Postgresql – Postgres full text search with multiple columns, why concat in index and not at runtime


I've come across full text search in postgres in the last few days, and I am a little confused about indexing when searching across multiple columns.

The postgres docs talk about creating a ts_vector index on concatenated columns, like so:

CREATE INDEX pgweb_idx ON pgweb 
    USING gin(to_tsvector('english', title || ' ' || body));

which I can search like so:

... WHERE 
      (to_tsvector('english', title||' '||body) @@ to_tsquery('english', 'foo'))

However, if I wanted to sometimes search just the title, sometimes just the body, and sometimes both, I would need 3 separate indexes. And if I added in a third column, that could potentially be 6 indexes, and so on.

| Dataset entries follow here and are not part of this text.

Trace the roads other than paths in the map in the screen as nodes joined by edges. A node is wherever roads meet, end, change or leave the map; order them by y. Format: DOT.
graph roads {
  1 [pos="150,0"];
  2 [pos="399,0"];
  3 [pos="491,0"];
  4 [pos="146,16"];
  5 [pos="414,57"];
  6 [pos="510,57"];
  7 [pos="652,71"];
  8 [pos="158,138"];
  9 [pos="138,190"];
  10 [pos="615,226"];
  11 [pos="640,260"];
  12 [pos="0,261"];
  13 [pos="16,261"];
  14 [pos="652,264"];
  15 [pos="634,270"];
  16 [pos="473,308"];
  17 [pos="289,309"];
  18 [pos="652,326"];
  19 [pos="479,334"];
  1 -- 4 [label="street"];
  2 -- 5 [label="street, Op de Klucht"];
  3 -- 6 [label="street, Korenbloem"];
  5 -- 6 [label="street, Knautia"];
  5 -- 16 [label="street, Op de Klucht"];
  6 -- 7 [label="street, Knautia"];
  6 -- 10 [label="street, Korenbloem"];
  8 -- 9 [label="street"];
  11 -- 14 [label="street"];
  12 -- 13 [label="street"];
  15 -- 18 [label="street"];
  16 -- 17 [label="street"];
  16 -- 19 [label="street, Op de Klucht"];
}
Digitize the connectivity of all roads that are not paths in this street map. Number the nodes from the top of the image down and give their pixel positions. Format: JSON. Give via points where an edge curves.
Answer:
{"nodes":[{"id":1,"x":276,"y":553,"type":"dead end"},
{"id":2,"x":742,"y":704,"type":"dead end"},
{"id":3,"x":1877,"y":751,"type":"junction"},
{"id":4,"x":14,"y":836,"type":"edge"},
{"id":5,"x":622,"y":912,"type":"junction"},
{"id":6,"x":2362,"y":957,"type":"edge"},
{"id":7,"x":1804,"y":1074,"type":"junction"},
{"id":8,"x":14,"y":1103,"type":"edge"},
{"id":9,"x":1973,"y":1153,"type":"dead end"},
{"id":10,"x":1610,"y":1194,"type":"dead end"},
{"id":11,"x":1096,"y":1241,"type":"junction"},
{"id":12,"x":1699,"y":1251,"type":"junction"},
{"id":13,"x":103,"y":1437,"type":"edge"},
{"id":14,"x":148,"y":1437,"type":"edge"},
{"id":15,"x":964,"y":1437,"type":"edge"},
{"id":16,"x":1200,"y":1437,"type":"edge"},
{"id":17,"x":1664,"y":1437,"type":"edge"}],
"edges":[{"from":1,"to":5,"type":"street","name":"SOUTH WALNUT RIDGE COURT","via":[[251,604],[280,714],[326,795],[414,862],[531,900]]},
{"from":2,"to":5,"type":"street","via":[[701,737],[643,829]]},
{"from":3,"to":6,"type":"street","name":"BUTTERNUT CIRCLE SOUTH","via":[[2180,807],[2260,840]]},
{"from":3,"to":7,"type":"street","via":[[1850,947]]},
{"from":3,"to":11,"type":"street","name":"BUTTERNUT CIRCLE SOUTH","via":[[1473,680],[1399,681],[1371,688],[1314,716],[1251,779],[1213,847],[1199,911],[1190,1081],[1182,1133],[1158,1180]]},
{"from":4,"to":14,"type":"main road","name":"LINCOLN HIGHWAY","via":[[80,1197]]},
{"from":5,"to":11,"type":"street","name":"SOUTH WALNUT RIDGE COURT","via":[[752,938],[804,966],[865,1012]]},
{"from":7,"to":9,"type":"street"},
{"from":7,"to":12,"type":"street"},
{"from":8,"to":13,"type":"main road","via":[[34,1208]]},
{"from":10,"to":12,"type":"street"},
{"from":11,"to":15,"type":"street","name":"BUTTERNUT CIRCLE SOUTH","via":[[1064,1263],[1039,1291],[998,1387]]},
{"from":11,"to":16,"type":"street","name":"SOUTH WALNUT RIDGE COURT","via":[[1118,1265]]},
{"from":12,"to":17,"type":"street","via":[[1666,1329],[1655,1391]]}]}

An alternative which I haven't seen in the docs is just to index the two columns seperately, and then just use a normal WHERE...OR query:

      (to_tsvector('english', title) @@ to_tsquery('english','foo'))
      (to_tsvector('english', body) @@ to_tsquery('english','foo'))

Benchmarking the two on ~1million rows seems to have basically no difference in performance.

So my question is:

Why would I want to concatenate indexes like this, rather than just indexing columns individually? What are the advantages/disadvantages of both?

My best guess is that if I knew in advance I would only want to ever search both columns (never one at a time) I would only ever need one index by concatenating which use less memory.

Best Answer

No you don't need separate indexes. Use the weights feature. They are just a label your can query against. You can have up to four labels to query against (A-D).

--search any "field" for quick:
select 'quick:1A brown:2B quick:3C'::tsvector @@ 'quick'::tsquery; --true

--search B "field" for quick:
select 'quick:1A brown:2B quick:3C'::tsvector @@ 'quick:B'::tsquery; --false

--search B or C "fields" for quick:
select 'quick:1A brown:2B quick:3C'::tsvector @@ 'quick:BC'::tsquery; --true

You might want to concatenate tsvectors, so that you can separately apply weights to them and then put them together:

  setweight( name_column::tsvector, 'A') || setweight( phone_column::tsvector, 'B');